> Assignment: Starting with the line that contains "middle dip: (1011, 987)" and stopping after the line that contains "pinky dip: (980, 1065)", return each line below exactly as written, with no others.

[Dataset records]
_ _ _
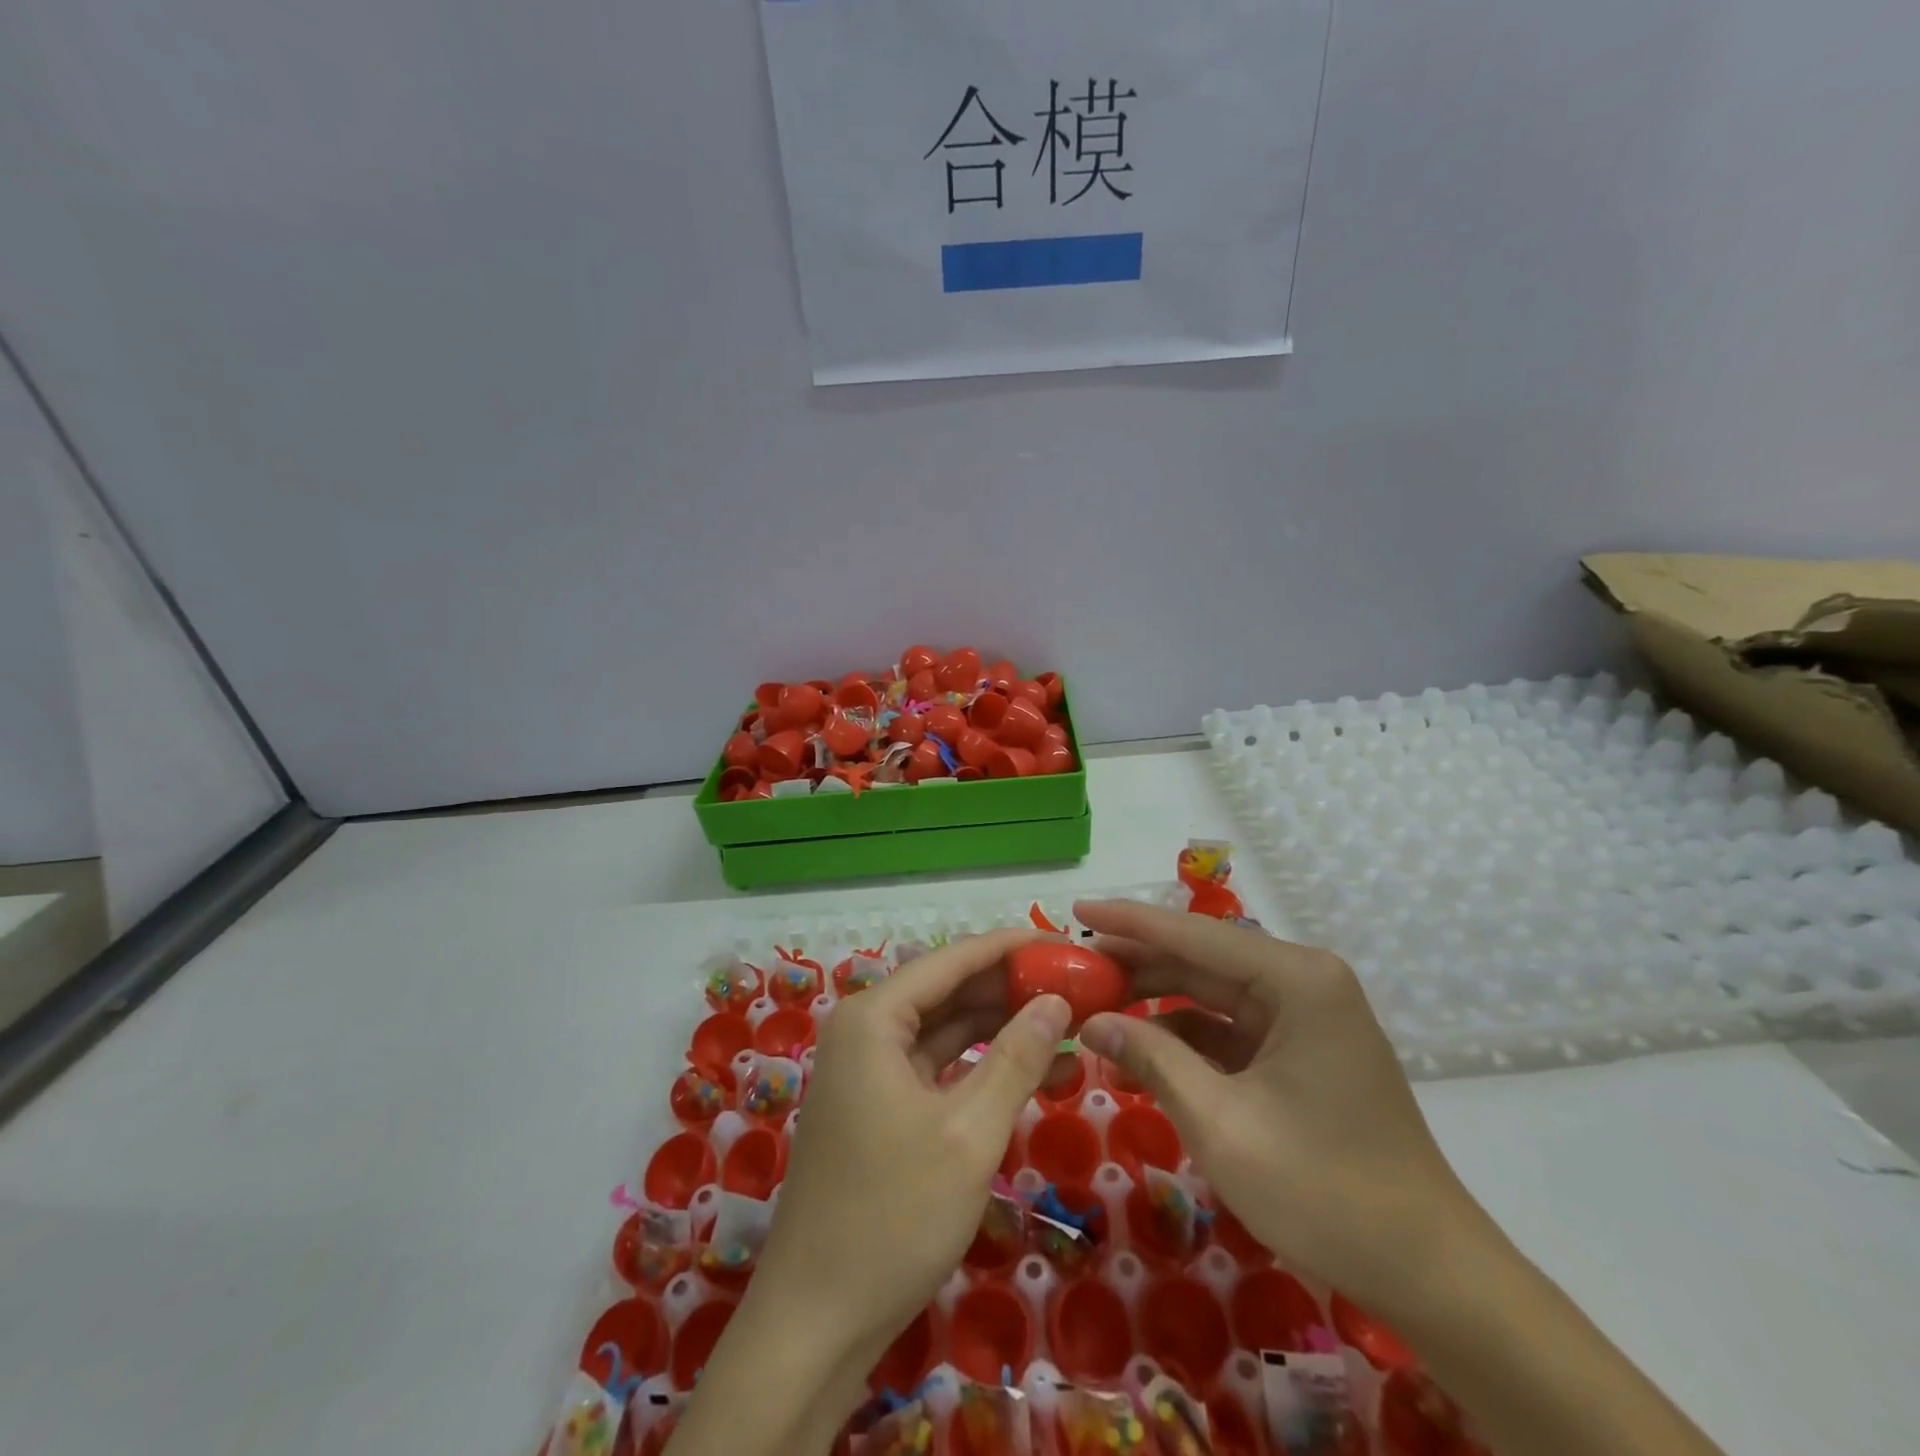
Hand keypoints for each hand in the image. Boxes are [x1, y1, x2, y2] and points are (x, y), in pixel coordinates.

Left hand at [751, 927, 1071, 1378]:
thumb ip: (1016, 1058)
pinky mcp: (879, 1104)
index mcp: (874, 1017)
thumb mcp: (969, 1133)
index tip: (1067, 945)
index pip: (954, 959)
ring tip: (1067, 1022)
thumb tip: (1057, 1001)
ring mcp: (869, 1069)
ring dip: (1001, 1026)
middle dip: (1011, 987)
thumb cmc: (893, 1216)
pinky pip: (937, 1065)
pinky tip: (1030, 1068)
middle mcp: (866, 1029)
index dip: (1013, 947)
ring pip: (946, 1028)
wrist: (816, 1322)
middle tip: (1078, 986)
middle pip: (949, 989)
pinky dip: (980, 1065)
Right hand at [1073, 899, 1476, 1313]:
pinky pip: (1229, 1027)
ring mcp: (1304, 1017)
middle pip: (1201, 959)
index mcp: (1296, 980)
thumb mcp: (1222, 1123)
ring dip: (1155, 999)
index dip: (1128, 922)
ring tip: (1094, 1003)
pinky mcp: (1299, 1051)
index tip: (1074, 910)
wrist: (1428, 1272)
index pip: (1193, 935)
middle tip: (1073, 968)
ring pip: (1211, 992)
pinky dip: (1184, 1035)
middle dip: (1136, 963)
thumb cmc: (1324, 1189)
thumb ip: (1153, 1059)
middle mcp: (1302, 982)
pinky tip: (1140, 1047)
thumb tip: (1092, 1021)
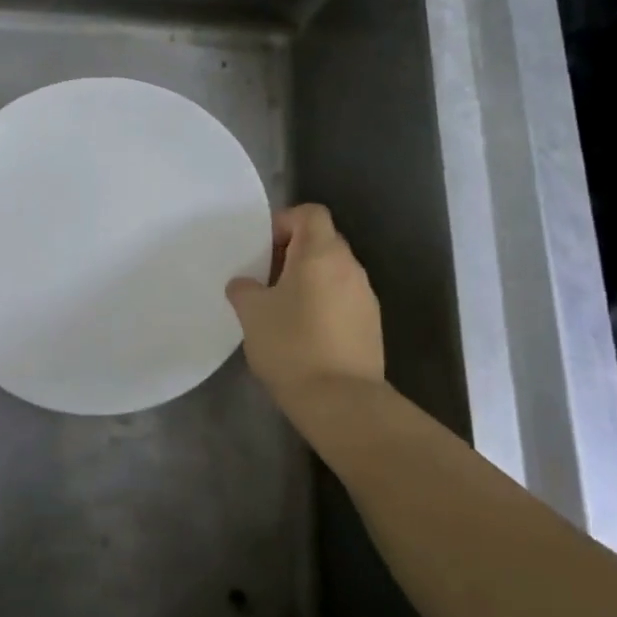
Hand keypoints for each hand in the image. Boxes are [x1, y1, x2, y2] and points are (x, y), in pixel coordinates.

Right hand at [226, 204, 384, 417]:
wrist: (342, 402)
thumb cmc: (292, 345)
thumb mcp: (252, 313)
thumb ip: (244, 289)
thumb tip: (244, 284)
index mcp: (321, 253)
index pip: (310, 213)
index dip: (285, 222)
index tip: (264, 248)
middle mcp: (349, 267)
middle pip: (322, 241)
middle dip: (293, 253)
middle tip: (267, 278)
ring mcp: (366, 297)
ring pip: (334, 272)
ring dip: (310, 280)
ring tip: (283, 308)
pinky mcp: (372, 326)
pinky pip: (343, 299)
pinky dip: (324, 304)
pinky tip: (304, 333)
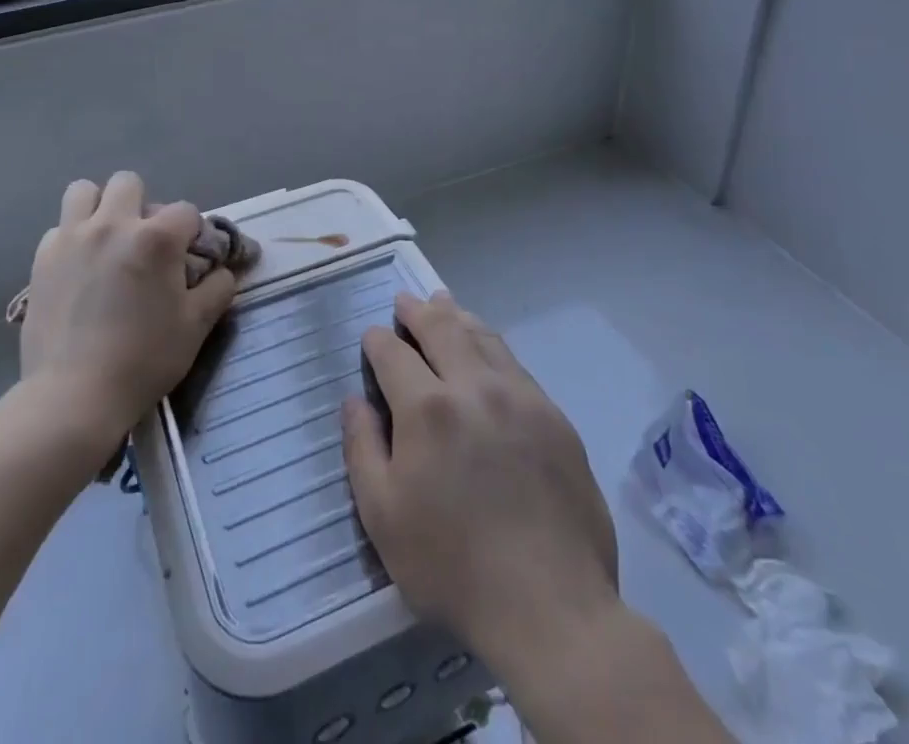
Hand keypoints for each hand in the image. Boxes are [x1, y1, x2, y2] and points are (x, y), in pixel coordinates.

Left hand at [19, 172, 237, 443]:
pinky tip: (78, 269)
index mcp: (156, 238)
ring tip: (106, 241)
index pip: (185, 211)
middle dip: (142, 206)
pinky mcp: (42, 258)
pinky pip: (59, 228)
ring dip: (99, 208)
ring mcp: (72, 238)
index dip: (192, 233)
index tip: (189, 258)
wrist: (73, 396)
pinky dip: (72, 239)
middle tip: (144, 244)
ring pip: (84, 191)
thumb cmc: (144, 360)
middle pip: (129, 183)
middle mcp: (113, 224)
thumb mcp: (196, 327)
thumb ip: (217, 289)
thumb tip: (222, 270)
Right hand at [342, 291, 623, 667]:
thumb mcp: (382, 516)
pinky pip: (514, 363)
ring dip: (457, 317)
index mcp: (426, 407)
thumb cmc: (453, 566)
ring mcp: (520, 397)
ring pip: (482, 336)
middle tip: (405, 302)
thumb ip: (362, 447)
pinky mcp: (553, 417)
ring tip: (444, 306)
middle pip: (441, 328)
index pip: (393, 353)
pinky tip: (487, 349)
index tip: (371, 338)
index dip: (377, 341)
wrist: (552, 606)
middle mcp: (473, 386)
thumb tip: (355, 400)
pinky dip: (491, 344)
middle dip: (417, 311)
_ _ _
> Task answer:
middle dip: (1011, 987)
thumb cmc: (893, 1216)
pinky pip: (937, 1065)
pinky tip: (1030, 1068)
middle mcp: (866, 1029)
index dip: (1013, 947)
ring pip: (946, 1028)
wrist: (816, 1322)
middle tip: (1078, 986)
middle pip: (949, 989)
pinky dip: (980, 1065)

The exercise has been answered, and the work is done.